When activated, the restricted areas may impact visual flight rules (VFR) and/or instrument flight rules (IFR) aircraft operations, along the vicinity of the Gallup (GUP), Socorro (ONM) and Truth or Consequences (TCS) navigational aids because of the necessity to reroute planned flight routes due to TMD testing. However, the potential impact is significantly reduced by the limited number of planned test events (6 to 10 a year) anticipated, the short duration of activity (15 minutes total) and the notification and coordination procedures in place. Additionally, the US Army has agreed to complete test activity prior to 9:00 a.m., local time, when the volume of air traffic in the area is normally low. Except for editorial changes, this amendment is the same as that proposed in the notice. Section 73.51 of part 73 was republished in FAA Order 7400.8G dated September 1, 1999.

This regulation is limited to an established body of technical regulations for which frequent and routine amendments are necessary to keep them operationally current. It, therefore—(1) is not a “significant regulatory action” under Executive Order 12866; (2) is not a “significant rule” under DOT Regulatory Policies and Procedures (44 FR 11034; February 26, 1979); and (3) does not warrant preparation of a regulatory evaluation as the anticipated impact is so minimal. Since it has been determined that this is a routine matter that will only affect air traffic procedures and air navigation, it is certified that this rule, when promulgated, will not have a significant economic impact on a substantial number of small entities under the criteria of the Regulatory Flexibility Act. /

Environmental Review

The Department of Defense, Ballistic Missile Defense Organization (BMDO), issued the Theater Missile Defense Extended Test Range Final Environmental Impact Statement (EIS) in November 1994. Cooperating agencies for the EIS included the U.S. Air Force, Navy, US Army, and the FAA.

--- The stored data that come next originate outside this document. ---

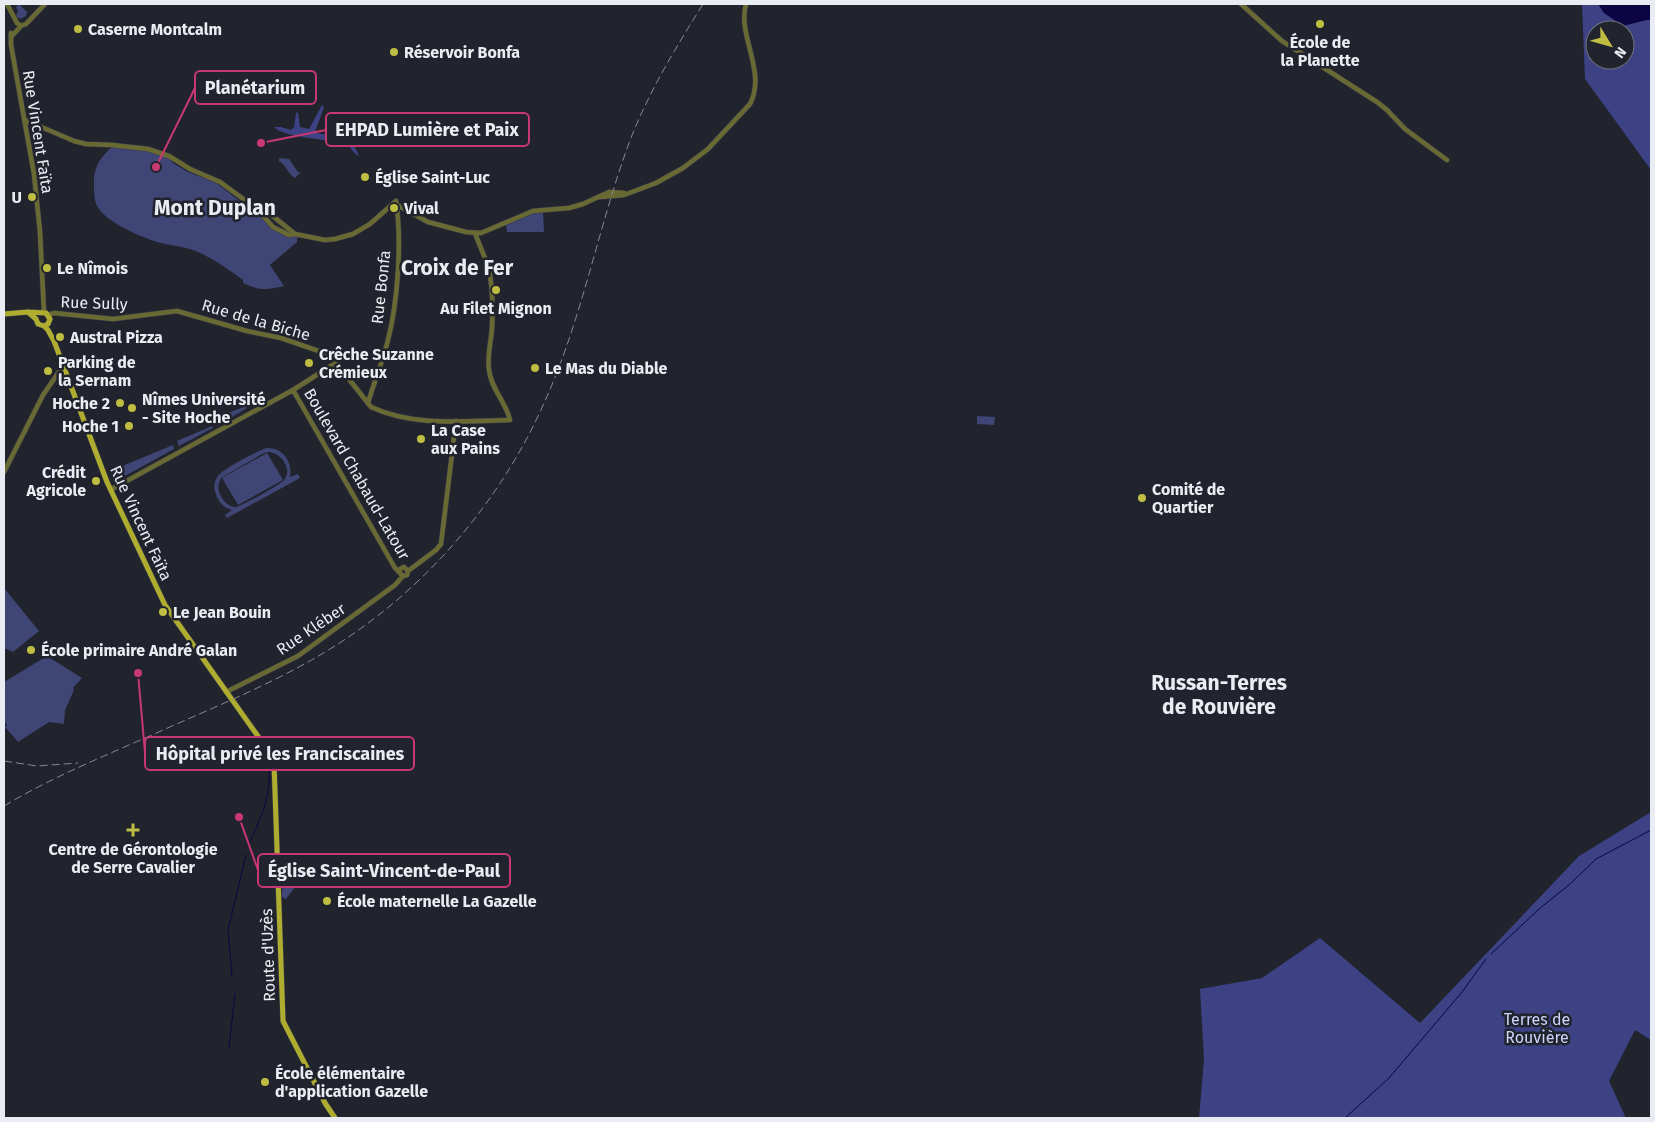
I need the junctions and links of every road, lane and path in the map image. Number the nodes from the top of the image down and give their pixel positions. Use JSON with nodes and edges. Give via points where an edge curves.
{"nodes":[{"id":1,"x":8,"y":4,"type":"edge"},
{"id":2,"x":45,"y":4,"type":"edge"},
{"id":3,"x":746,"y":4,"type":"edge"},
{"id":4,"x":1241,"y":4,"type":"edge"},
{"id":5,"x":21,"y":26,"type":"junction"},
{"id":6,"x":11,"y":45,"type":"junction"},
{"id":7,"x":25,"y":120,"type":"junction"},
{"id":8,"x":1447,"y":160,"type":"dead end"},
{"id":9,"x":249,"y":203,"type":"junction"},
{"id":10,"x":396,"y":203,"type":"junction"},
{"id":11,"x":475,"y":233,"type":"junction"},
{"id":12,"x":295,"y":234,"type":"junction"},
{"id":13,"x":169,"y":311,"type":"joint"},
{"id":14,"x":28,"y":312,"type":"junction"},
{"id":15,"x":44,"y":313,"type":"junction"},
{"id":16,"x":4,"y":314,"type":"edge"},
{"id":17,"x":36,"y":319,"type":"junction"},
{"id":18,"x":46,"y":324,"type":"junction"},
{"id":19,"x":337,"y":361,"type":"junction"},
{"id":20,"x":63,"y":366,"type":"junction"},
{"id":21,"x":293,"y":390,"type":"junction"},
{"id":22,"x":368,"y":403,"type":"junction"},
{"id":23,"x":456,"y":421,"type":"junction"},
{"id":24,"x":4,"y":472,"type":"edge"},
{"id":25,"x":112,"y":490,"type":"junction"},
{"id":26,"x":401,"y":574,"type":"junction"},
{"id":27,"x":226,"y":692,"type":"junction"},
{"id":28,"x":232,"y":700,"type":"joint"},
{"id":29,"x":335,"y":1118,"type":"edge"}],
"edges":[{"from":1,"to":5,"type":"street"},
{"from":2,"to":5,"type":"street"},
{"from":3,"to":11,"type":"street","via":[[744,23],[754,71],[751,102],[708,149],[656,183],[633,191],[609,192],[569,208],[533,211]]},
{"from":4,"to":8,"type":"street","via":[[1282,41],[1377,102],[1404,129]]},
{"from":5,"to":6,"type":"street"},
{"from":5,"to":6,"type":"street","name":"Rue Vincent Faïta","via":[[11,35]]},
{"from":6,"to":7,"type":"street","name":"Rue Vincent Faïta"},
{"from":7,"to":9,"type":"street","via":[[86,144],[112,144],[162,153],[220,182]]},
{"from":7,"to":15,"type":"street","name":"Rue Vincent Faïta","via":[[40,232]]},
{"from":9,"to":12,"type":"street","via":[[269,213]]},
{"from":9,"to":12,"type":"street","via":[[273,228],[289,235]]},
{"from":10,"to":11,"type":"street","via":[[428,222]]},
{"from":10,"to":12,"type":"street","via":[[353,234],[326,240]]},
{"from":10,"to":22,"type":"street","name":"Rue Bonfa","via":[[398,272],[394,301],[387,344]]},
{"from":11,"to":23,"type":"street","via":[[489,274],[492,314],[489,371],[510,420]]},
{"from":13,"to":15,"type":"street","name":"Rue Sully","via":[[113,319]]},
{"from":13,"to":19,"type":"street","name":"Rue de la Biche","via":[[281,338]]},
{"from":14,"to":15,"type":"main road","name":"Rue Sully"},
{"from":14,"to":16,"type":"main road","name":"Rue Sully"},
{"from":14,"to":17,"type":"main road"},
{"from":15,"to":17,"type":"main road"},
{"from":15,"to":18,"type":"main road","name":"Rue Vincent Faïta"},
{"from":17,"to":18,"type":"main road","via":[[38,324]]},
{"from":18,"to":20,"type":"main road","name":"Rue Vincent Faïta","via":[[51,326]]},
{"from":19,"to":21,"type":"street"},
{"from":19,"to":22,"type":"street"},
{"from":20,"to":24,"type":"street","via":[[43,395]]},
{"from":20,"to":25,"type":"main road","name":"Rue Vincent Faïta"},
{"from":21,"to":25,"type":"street"},
{"from":21,"to":26,"type":"street","name":"Boulevard Chabaud-Latour"},
{"from":22,"to":23,"type":"street","via":[[378,410],[403,417]]},
{"from":23,"to":26,"type":"street","name":"Rue Kléber","via":[[441,544],[407,575]]},
{"from":25,"to":27,"type":"main road","name":"Rue Vincent Faïta","via":[[166,604]]},
{"from":26,"to":27,"type":"street","name":"Rue Kléber","via":[[395,585],[307,651]]},
{"from":27,"to":28,"type":"main road","name":"Rue Vincent Faïta"},
{"from":28,"to":29,"type":"main road","name":"Route d'Uzès","via":[[274,763],[283,1021]]}]}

Initially, eleven candidate test range areas were considered for TMD extended-range testing. Seven of these alternatives were eliminated from further study due to inadequate features, such as lack of required instrumentation, absence of target launch land sites, prohibitive cold weather, unacceptable schedule delays, and inadequate land area for interceptor deployment. Four alternatives were retained for further consideration. Extended range testing was considered at WSMR, NM, Eglin Air Force Base, FL, Western Range, CA, and Kwajalein Missile Range, Republic of the Marshall Islands. The Western Range alternative was rejected because of soil erosion considerations and the costs of preparing the impact area for analysis. The Eglin Air Force Base and Kwajalein alternatives were rejected because testing would be limited to ocean impacts. Additionally, testing at Kwajalein posed technical difficulties and additional costs. Thus, the US Army has determined that extended range testing at WSMR is the preferred location as described in this rule because there are no impacts to wilderness study areas, recreation areas, national monuments and nesting and breading seasons of sensitive species. The selection of WSMR included two off-range missile launch alternatives; Fort Wingate Army Depot, NM, and the Green River Launch Complex, UT. The US Army selected the Fort Wingate Army Depot as the launch site.

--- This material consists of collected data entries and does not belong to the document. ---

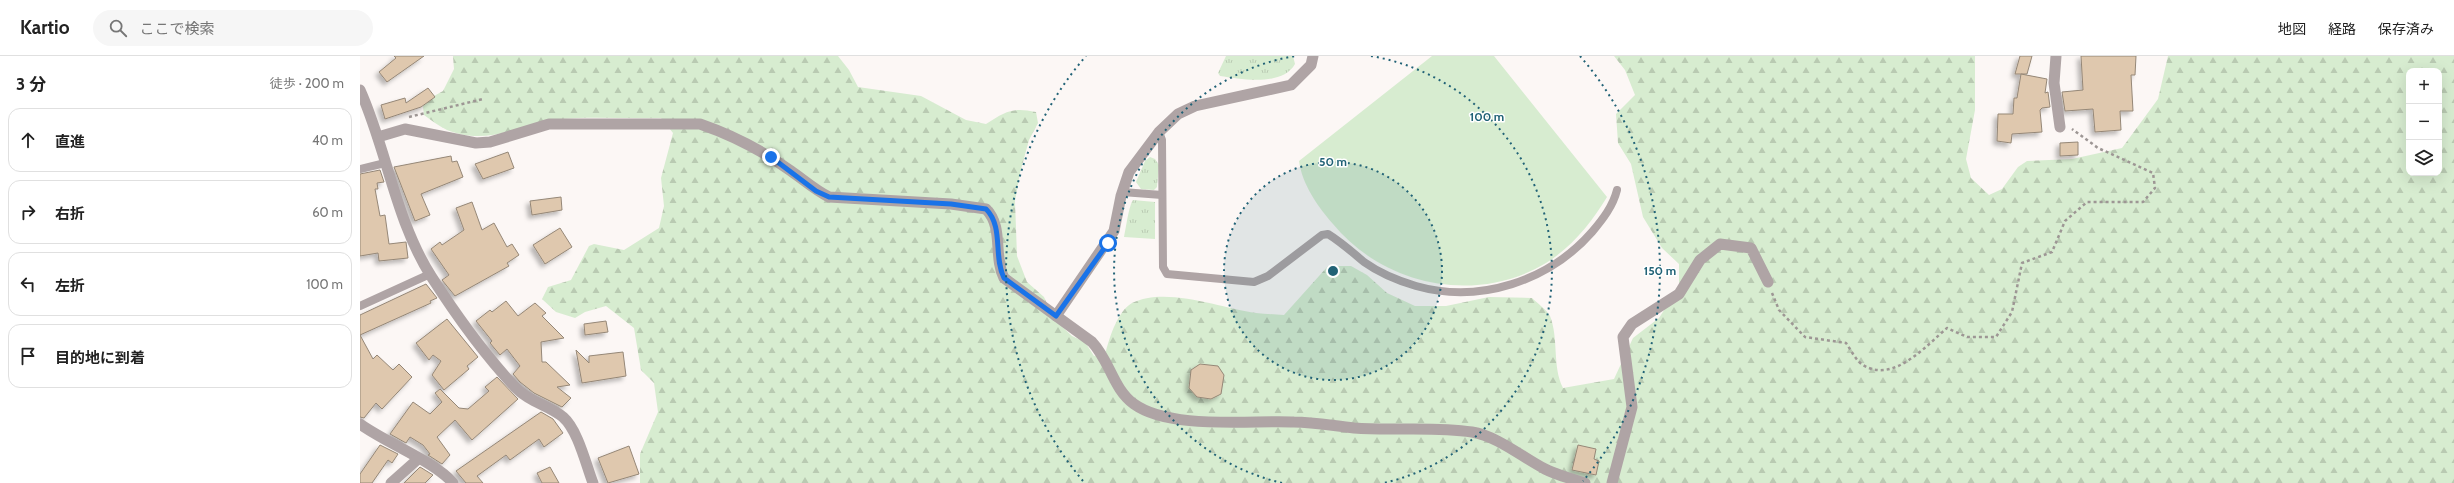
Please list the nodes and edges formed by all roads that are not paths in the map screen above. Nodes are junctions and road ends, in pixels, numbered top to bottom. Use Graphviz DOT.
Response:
graph roads {
  1 [pos="1314,56"];
  2 [pos="2056,56"];
  3 [pos="360,90"];
  4 [pos="2060,127"];
  5 [pos="1159,132"];
  6 [pos="378,137"];
  7 [pos="385,163"];
  8 [pos="360,169"];
  9 [pos="1617,190"];
  10 [pos="1122,192"];
  11 [pos="1162,195"];
  12 [pos="430,274"];
  13 [pos="1768,282"];
  14 [pos="360,306"];
  15 [pos="1056,316"];
  16 [pos="360,424"];
  17 [pos="418,459"];
  18 [pos="391,483"];
  19 [pos="453,483"];
  20 [pos="593,483"];
  21 [pos="1585,483"];
  22 [pos="1612,483"];
  1 -- 5 [label="street"];
  2 -- 4 [label="street"];
  3 -- 6 [label="street"];
  5 -- 10 [label="street"];
  5 -- 11 [label="lane"];
  6 -- 7 [label="street"];
  6 -- 15 [label="street"];
  7 -- 8 [label="lane"];
  7 -- 12 [label="street"];
  9 -- 11 [label="lane"];
  10 -- 11 [label="lane"];
  10 -- 15 [label="street"];
  12 -- 14 [label="lane"];
  12 -- 20 [label="street"];
  13 -- 22 [label="street"];
  15 -- 21 [label="street"];
  16 -- 17 [label="street"];
  17 -- 18 [label="street"];
  17 -- 19 [label="street"];
}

The No Action Alternative would consist of the continuation of ongoing activities and operations at the four locations considered. The development of ground-based TMD missile and sensor systems would continue, with missile flight tests and target intercepts being conducted utilizing existing test ranges. No construction and operations for missile launch programs at the remote launch locations or use of sea launch capabilities would be conducted to support these types of ground-based TMD system tests. Test and training area restrictions, particularly on shorter-range missile flights conducted at WSMR, prohibited full validation of system design and operational effectiveness in realistic theater environments. As a result, the no action alternative was eliminated as a prudent and feasible alternative because it did not satisfy the mandatory requirements identified by the BMDO as necessary to fulfill its TMD program needs. The BMDO issued a Record of Decision in March 1995 that adopted all practicable means to avoid or minimize harm.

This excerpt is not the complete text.